Off-Premise Infrastructure
This is the big snowball rolling downhill, gaining mass and momentum.
The clear leader is Amazon Web Services (AWS), with a host of other players including Microsoft Azure, IBM SoftLayer, VMware vAir, etc. jockeying for position and market share.
Public cloud offers simple and fast provisioning and de-provisioning, cost accountability, on-demand, self-service, and great efficiencies. The joke is cloud makes mistakes cheap and great ideas expensive. You also can have virtual private clouds from a public provider, which provides greater control and autonomy.
In a public cloud model, your data center is delivered in an Op-ex model instead of traditional Cap-ex. Most born-in-the-web companies use public cloud exclusively with emerging use cases of DR, dev/test, and peak season bursting as leading business cases for the established enterprise.
Cloud can be viewed as revolutionary for the data center — or simply another delivery model to deliver to the SLAs.
API Service Bus
This is the most commonly-used mechanism for delivering the hybrid enterprise.
Using a model from the SOA service bus design and leveraging API-led integration, connect from any point to any other point for linking applications, data, and devices.
Connect anywhere, on-premises or in the cloud. Achieve full flexibility with a hybrid architecture and extensibility to connect future technologies.

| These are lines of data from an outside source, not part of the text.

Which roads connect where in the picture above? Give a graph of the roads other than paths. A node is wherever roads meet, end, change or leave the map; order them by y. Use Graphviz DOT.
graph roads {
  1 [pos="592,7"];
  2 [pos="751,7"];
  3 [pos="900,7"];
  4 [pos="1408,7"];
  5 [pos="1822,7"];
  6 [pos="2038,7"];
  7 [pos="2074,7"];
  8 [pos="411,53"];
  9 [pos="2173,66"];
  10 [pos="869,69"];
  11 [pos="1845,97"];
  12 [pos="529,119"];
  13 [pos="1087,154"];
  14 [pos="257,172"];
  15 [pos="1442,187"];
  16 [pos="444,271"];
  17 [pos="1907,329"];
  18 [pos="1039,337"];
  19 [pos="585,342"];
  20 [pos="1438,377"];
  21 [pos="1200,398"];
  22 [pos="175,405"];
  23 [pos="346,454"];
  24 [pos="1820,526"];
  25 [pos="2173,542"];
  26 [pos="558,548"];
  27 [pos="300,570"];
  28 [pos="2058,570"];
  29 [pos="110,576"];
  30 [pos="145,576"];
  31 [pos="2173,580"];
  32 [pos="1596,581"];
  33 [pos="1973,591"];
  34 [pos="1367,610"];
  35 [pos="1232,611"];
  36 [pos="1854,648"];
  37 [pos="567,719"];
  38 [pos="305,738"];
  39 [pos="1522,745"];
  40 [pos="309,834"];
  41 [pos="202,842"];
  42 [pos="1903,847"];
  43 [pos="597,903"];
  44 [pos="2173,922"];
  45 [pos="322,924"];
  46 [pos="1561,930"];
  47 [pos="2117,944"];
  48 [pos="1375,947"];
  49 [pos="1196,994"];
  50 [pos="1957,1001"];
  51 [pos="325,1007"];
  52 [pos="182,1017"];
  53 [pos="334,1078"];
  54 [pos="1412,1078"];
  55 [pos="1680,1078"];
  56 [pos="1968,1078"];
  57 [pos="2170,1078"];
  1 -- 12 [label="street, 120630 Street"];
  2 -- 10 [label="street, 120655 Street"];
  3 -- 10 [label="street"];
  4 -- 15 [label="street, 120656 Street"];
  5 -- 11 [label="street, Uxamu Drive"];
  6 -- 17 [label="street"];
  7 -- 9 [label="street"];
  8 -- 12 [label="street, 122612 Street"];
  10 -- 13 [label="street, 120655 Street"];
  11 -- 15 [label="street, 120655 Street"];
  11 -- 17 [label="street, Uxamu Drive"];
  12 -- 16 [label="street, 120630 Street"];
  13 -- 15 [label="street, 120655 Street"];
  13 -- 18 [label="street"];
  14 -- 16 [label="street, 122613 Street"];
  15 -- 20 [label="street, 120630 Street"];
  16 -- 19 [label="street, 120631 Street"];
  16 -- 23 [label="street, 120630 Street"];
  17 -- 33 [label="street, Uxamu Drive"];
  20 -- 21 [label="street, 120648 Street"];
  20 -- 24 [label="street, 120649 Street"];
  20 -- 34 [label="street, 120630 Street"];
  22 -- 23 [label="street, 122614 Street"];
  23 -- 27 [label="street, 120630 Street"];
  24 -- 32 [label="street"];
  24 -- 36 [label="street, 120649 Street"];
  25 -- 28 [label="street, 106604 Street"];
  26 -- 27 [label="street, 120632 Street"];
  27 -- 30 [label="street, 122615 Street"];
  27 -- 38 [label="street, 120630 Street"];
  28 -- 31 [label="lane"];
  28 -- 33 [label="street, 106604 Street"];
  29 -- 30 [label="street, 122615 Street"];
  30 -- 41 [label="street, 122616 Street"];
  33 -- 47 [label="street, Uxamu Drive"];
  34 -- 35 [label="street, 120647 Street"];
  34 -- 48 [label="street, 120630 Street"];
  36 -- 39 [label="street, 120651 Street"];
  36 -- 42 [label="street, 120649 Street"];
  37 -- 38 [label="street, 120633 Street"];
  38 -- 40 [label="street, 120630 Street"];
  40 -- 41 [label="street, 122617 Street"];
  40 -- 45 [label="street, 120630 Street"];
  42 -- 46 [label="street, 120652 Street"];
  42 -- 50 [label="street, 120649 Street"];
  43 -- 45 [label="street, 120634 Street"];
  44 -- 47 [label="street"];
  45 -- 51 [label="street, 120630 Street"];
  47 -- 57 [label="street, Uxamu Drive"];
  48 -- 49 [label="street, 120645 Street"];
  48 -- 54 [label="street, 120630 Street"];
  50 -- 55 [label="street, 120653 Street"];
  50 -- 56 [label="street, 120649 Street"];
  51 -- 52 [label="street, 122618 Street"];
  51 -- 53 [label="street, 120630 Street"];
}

Emerging solutions leverage policy and templates to simplify and streamline integration so workloads are transparent and mobile. Maybe we all can get along!
Monitored/Managed/Available
Every data center has a set of utilities used to monitor and maintain the health and resiliency of the services delivered to the SLAs.

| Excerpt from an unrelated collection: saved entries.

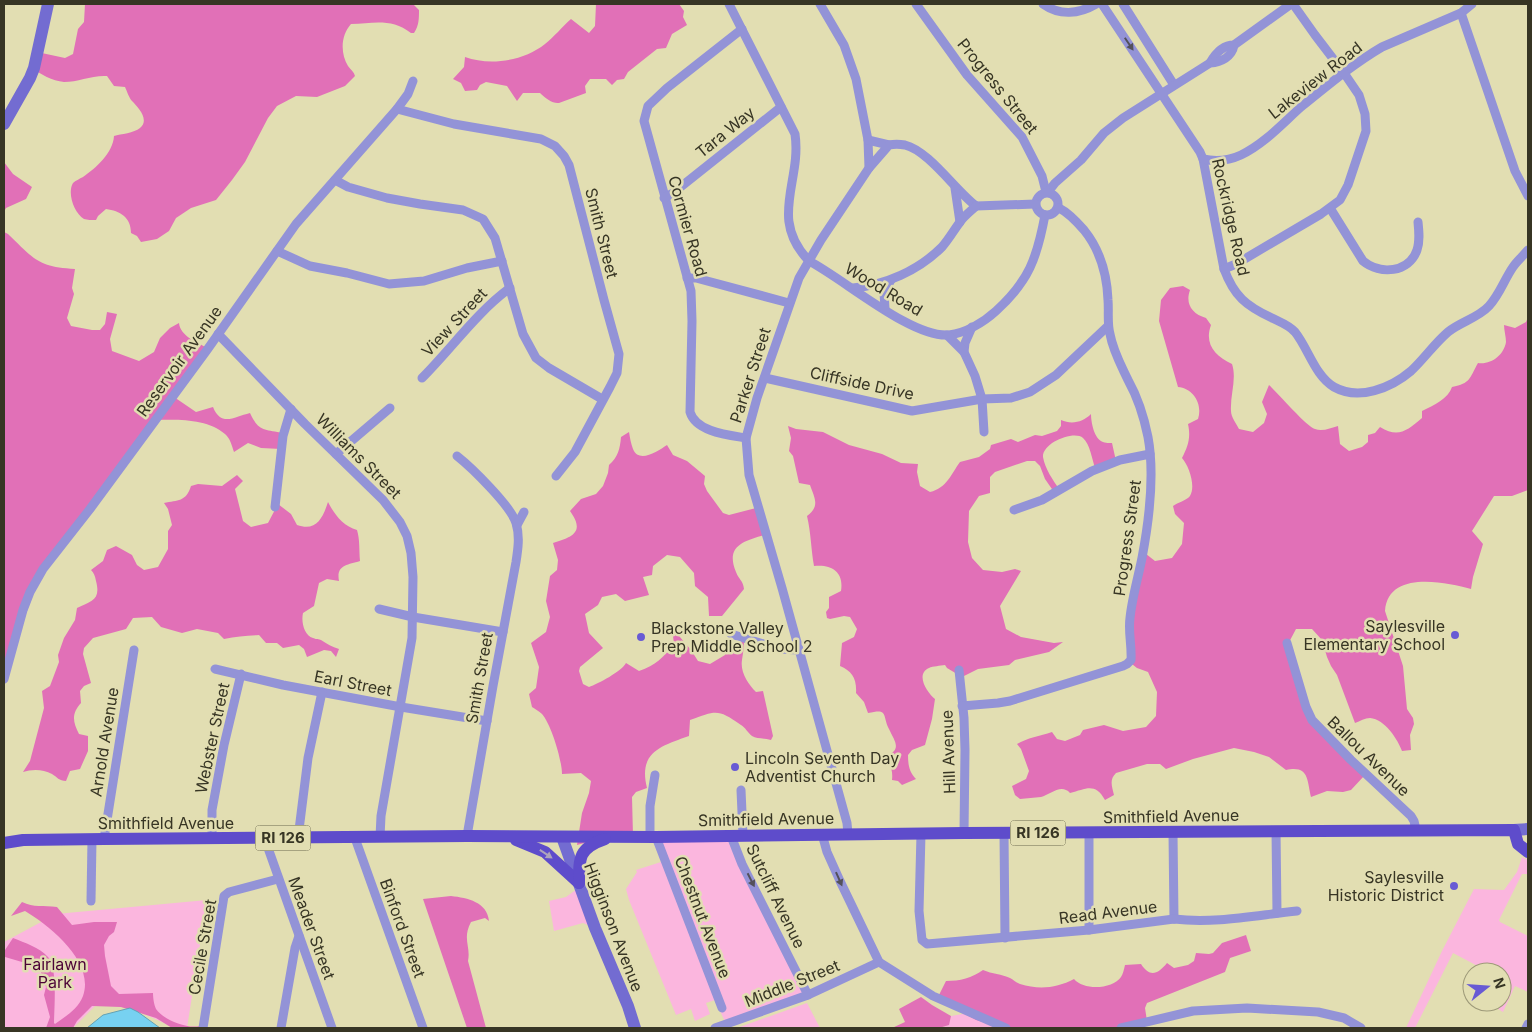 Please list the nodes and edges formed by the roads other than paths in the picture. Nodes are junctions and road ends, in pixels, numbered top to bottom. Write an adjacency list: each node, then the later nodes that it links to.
1 (48, 4): 19 (street)
2 (729, 4): 12 (street)
3 (916, 4): 26 (street, Progress Street)
4 (1043, 4): 5 (street)
5 (1096, 4)
6 (1102, 4): 16 (street, Rockridge Road, one-way to 16)
7 (1123, 4): 15 (street)
8 (1292, 4): 13 (street); 15 (street)
9 (1472, 4): 11 (street, Lakeview Road)
10 (825, 6): 20 (street)
11 (1461, 13): 13 (street, Lakeview Road); 27 (street)
12 (742, 29): 17 (street); 28 (street, Cormier Road)
13 (1344, 73): 22 (street, Lakeview Road); 32 (street)
14 (413, 81): 18 (street, Reservoir Avenue)
15 (1174, 85): 16 (street)
16 (1162, 93): 22 (street, Rockridge Road); 26 (street)
17 (781, 106): 28 (street, Tara Way); 39 (street)
18 (397, 109): 24 (street, Reservoir Avenue); 54 (street, Smith Street)
19 (4, 124)
20 (868, 140): 21 (street); 23 (street)
21 (889, 145): 23 (street, Parker Street); 25 (street)
22 (1203, 159): 40 (street, Rockridge Road)
23 (869, 168): 39 (street, Parker Street)
24 (335, 180): 37 (street, Reservoir Avenue); 38 (street)
25 (955, 188): 30 (street); 34 (street)
26 (1047, 192): 29 (street); 31 (street)
27 (1528, 194)
28 (664, 198): 41 (street, Cormier Road)
29 (1035, 204): 30 (street); 33 (street)
30 (976, 206): 34 (street)
31 (1058, 208): 33 (street); 47 (street, Progress Street)
32 (1330, 208): 35 (street); 40 (street)
33 (1046, 215): 48 (street)
34 (960, 222): 42 (street)
35 (1418, 222)
36 (1528, 250): 40 (street, Rockridge Road)
37 (277, 251): 38 (street); 49 (street, Reservoir Avenue)
38 (502, 261): 43 (street)
39 (809, 261): 44 (street, Wood Road); 45 (street, Parker Street)
40 (1224, 268)
41 (687, 278): 45 (street); 59 (street, Cormier Road)
42 (891, 280): 44 (street); 46 (street)
43 (510, 288): 52 (street, View Street); 54 (street)
44 (852, 288): 46 (street, Wood Road)
45 (789, 303): 53 (street, Parker Street)
46 (885, 309): 50 (street, Wood Road)
47 (1108, 326): 55 (street, Cliffside Drive); 61 (street, Progress Street)
48 (972, 328): 50 (street); 51 (street)
49 (218, 334): 57 (street, Williams Street); 78 (street, Reservoir Avenue)
50 (947, 335): 51 (street)
51 (964, 352): 55 (street)
52 (422, 378)
53 (765, 378): 55 (street, Cliffside Drive); 59 (street, Parker Street)
54 (602, 399): 63 (street, Smith Street)
55 (982, 399): 58 (street)
56 (390, 408): 60 (street)
57 (291, 409): 60 (street, Williams Street); 64 (street)
58 (984, 432)
59 (746, 438): 74 (street, Parker Street)
60 (336, 454): 69 (street, Williams Street)
61 (1150, 454): 65 (street); 80 (street, Progress Street)
62 (457, 456): 67 (street)
63 (556, 476)
64 (275, 507)
65 (1014, 510)
66 (524, 512): 67 (street)
67 (517, 525): 70 (street, Smith Street)
68 (379, 609): 69 (street)
69 (413, 617): 70 (street); 81 (street, Williams Street)
70 (503, 632): 82 (street, Smith Street)
71 (730, 634): 74 (street)
72 (1287, 643): 86 (street, Ballou Avenue)
73 (134, 650): 107 (street, Arnold Avenue)
74 (798, 650): 92 (street, Parker Street)
75 (215, 669): 77 (street, Earl Street)
76 (959, 670): 80 (street, Hill Avenue)
77 (241, 674): 79 (street, Earl Street); 103 (street, Webster Street)
78 (4, 679)
79 (322, 692): 81 (street, Earl Street); 105 (street)
80 (962, 706): 89 (street, Hill Avenue)
81 (401, 707): 82 (street, Earl Street); 98 (street, Williams Street)
82 (487, 721): 96 (street, Smith Street)
83 (655, 775): 102 (street)
84 (741, 790): 97 (street)
85 (1528, 829): 87 (street, Smithfield Avenue / RI 126)
86 (1416, 830): 87 (main road, Smithfield Avenue / RI 126); 88 (main road, Smithfield Avenue / RI 126)
87 (1514, 830): 109 (main road)
88 (1276, 831): 90 (main road, Smithfield Avenue / RI 126); 114 (street)
89 (964, 833): 93 (main road, Smithfield Avenue / RI 126); 94 (main road, Smithfield Avenue / RI 126)
90 (1173, 833): 95 (main road, Smithfield Avenue / RI 126); 115 (street)
91 (822, 834): 92 (main road, Smithfield Avenue / RI 126); 97 (main road, Smithfield Avenue / RI 126); 119 (street, one-way to 119)
92 (848, 834): 93 (main road, Smithfield Avenue / RI 126)
93 (921, 834): 118 (street, Read Avenue)
94 (1004, 834): 95 (main road, Smithfield Avenue / RI 126); 118 (street)
95 (1089, 834): 116 (street)
96 (467, 836): 98 (main road, Smithfield Avenue / RI 126); 99 (main road, Smithfield Avenue / RI 126)
97 (737, 836): 102 (main road, Smithfield Avenue / RI 126); 120 (street, Sutcliff Avenue, one-way to 120)
98 (380, 837): 106 (main road, Smithfield Avenue / RI 126)
99 (506, 837): 100 (main road, Smithfield Avenue / RI 126); 111 (main road, one-way to 111)
100 (562, 837): 101 (main road, Smithfield Avenue / RI 126); 111 (street, Higginson Avenue)
101 (611, 837): 102 (main road, Smithfield Avenue / RI 126); 111 (main road)
102 (653, 837): 121 (street, Chestnut Avenue)
103 (212, 838): 104 (main road, Smithfield Avenue / RI 126); 107 (main road, Smithfield Avenue / RI 126)
104 (266, 838): 105 (main road, Smithfield Avenue / RI 126); 110 (street, Meader Street)
105 (298, 838): 106 (main road, Smithfield Avenue / RI 126)
106 (355, 838): 126 (street, Binford Street)
107 (98, 839): 108 (main road, Smithfield Avenue / RI 126); 112 (street, Arnold Avenue)
108 (4, 843)
109 (1528, 852)
110 (278, 879): 117 (street, Meader Street); 123 (street, Cecile Street)
111 (579, 882): 127 (street, Higginson Avenue)
112 (91, 901)
113 (1297, 911): 114 (street, Read Avenue)
114 (1277, 913): 115 (street, Read Avenue)
115 (1174, 919): 116 (street, Read Avenue)
116 (1089, 930): 118 (street, Read Avenue)
117 (299, 936): 124 (street); 125 (street, Meader Street)
118 (1005, 938)
119 (879, 962): 120 (street, Middle Street); 129 (street)
120 (808, 995): 128 (street, Middle Street)
121 (722, 1008)
122 (1528, 1024): 132 (street)
123 (203, 1028)
124 (281, 1028)
125 (332, 1028)
126 (423, 1028)
127 (635, 1028)
128 (715, 1028)
129 (1006, 1028)
130 (1121, 1028): 131 (street)
131 (1361, 1028)
132 (1526, 1028)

Ultimately clients are looking for that ‘single pane of glass’ that will monitor all services, the automated cockpit from which we can manage the services based on policy, and the high availability of systems so services are consistently delivered.
This becomes a more distinct reality as we move towards the software defined data center and systems become self-healing, though we are a long way away from this dream as most NOCs would demonstrate.
Governance/Risk Management/ Compliance/Security
IT Security is playing an increasingly prominent and pivotal role within every organization today. Prominent as IT Security has become a consumer awareness issue that is in the media and affecting our lives almost daily. Pivotal as it is now a cornerstone to most organizations’ risk management programs as it cuts to the core of an organization’s profitability and brand.
Organizations are responding to IT security and risk management with a dual focus. The first is the traditional technology response to make sure data, identity, and assets are secure using a model of prevent, detect and respond, and recover.
Identity management, access management, access governance, Secure Information and Event Management (SIEM), end-point management, application vulnerability management, penetration testing and management, and compliance auditing and reporting fall within this area.
The second focus is Cyber Safety that assists organizations in identifying and improving the social and organizational impacts on security and risk management. Many attacks come from non-technical vulnerabilities exploited through processes and people. A comprehensive risk management program addresses these exposures in a disciplined approach that brings measurable value.
Governance, risk management, and compliance (GRC) with inclusive security programs from perspectives of technology, people, and processes are the inclusionary wrapper to the adaptable data center.
Adaptable Data Center
The adaptable data center is one model for strategic planning. We continue to test this model with our clients and partners to advance our thinking and experiences and welcome your perspectives to add to the gestalt of this model.